Those lines of the data that hold the word "other" are to be copied out.
--------------------------------
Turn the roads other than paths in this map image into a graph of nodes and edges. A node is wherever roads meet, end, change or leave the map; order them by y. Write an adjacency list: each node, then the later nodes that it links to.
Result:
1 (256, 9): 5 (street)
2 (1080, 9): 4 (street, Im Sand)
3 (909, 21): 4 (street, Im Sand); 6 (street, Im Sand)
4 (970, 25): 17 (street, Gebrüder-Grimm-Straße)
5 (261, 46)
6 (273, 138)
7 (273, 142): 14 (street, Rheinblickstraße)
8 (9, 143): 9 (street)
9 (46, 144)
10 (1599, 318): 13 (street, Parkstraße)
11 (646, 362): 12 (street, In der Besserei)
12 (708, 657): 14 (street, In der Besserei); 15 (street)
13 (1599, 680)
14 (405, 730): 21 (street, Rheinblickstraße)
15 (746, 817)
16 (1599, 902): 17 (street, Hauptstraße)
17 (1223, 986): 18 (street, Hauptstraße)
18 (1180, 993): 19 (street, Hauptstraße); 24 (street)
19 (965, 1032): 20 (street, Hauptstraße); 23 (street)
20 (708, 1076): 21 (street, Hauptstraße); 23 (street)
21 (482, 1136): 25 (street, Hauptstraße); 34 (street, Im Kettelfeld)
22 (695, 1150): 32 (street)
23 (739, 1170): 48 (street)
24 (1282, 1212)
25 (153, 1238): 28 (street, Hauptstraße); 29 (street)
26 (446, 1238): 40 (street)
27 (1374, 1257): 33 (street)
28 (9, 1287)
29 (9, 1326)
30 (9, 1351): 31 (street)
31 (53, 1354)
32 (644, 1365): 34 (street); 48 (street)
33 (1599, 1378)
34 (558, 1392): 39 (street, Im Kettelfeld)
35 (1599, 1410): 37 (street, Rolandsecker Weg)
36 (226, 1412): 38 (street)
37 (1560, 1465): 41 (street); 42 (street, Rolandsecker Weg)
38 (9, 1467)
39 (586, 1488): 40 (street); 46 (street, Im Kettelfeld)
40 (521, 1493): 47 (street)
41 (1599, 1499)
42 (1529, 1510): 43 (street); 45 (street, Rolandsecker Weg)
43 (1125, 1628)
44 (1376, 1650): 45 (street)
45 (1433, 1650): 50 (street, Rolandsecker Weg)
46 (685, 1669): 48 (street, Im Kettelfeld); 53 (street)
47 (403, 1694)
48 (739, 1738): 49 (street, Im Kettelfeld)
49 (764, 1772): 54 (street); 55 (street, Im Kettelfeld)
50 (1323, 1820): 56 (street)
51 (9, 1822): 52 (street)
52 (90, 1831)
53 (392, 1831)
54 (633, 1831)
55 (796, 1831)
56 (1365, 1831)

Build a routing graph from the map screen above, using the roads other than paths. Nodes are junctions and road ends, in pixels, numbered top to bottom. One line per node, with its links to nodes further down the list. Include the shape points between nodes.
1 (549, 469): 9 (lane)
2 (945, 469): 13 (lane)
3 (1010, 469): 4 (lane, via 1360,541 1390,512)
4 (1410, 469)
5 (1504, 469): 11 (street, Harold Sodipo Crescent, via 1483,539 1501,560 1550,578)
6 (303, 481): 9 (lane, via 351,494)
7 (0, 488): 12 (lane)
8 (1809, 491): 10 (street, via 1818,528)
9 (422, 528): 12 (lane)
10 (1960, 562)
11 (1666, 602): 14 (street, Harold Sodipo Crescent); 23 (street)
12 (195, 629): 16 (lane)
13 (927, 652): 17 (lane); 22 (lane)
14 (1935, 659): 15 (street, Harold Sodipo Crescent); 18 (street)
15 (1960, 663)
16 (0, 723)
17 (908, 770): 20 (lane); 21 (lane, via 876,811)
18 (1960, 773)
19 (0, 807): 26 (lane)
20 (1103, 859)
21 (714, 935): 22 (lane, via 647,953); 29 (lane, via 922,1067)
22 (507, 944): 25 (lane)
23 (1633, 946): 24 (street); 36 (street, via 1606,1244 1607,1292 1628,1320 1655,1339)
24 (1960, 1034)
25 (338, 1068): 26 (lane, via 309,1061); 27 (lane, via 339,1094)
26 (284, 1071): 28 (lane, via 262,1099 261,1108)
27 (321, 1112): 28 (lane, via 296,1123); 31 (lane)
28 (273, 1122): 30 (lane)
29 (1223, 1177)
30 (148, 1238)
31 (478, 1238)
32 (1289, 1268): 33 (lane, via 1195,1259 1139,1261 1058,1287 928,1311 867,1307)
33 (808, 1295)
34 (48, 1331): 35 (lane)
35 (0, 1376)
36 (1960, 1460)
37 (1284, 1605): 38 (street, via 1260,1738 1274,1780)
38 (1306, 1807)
--------------------------------
Response area »
Turn the roads other than paths in this map image into a graph of nodes and edges. A node is wherever roads meet, end, change or leave the map; order them by y. Write an adjacency list: each node, then the later nodes that it links to.
Build a routing graph from the map screen above, using the roads other than paths. Nodes are junctions and road ends, in pixels, numbered top to bottom. One line per node, with its links to nodes further down the list. Include the shape points between nodes.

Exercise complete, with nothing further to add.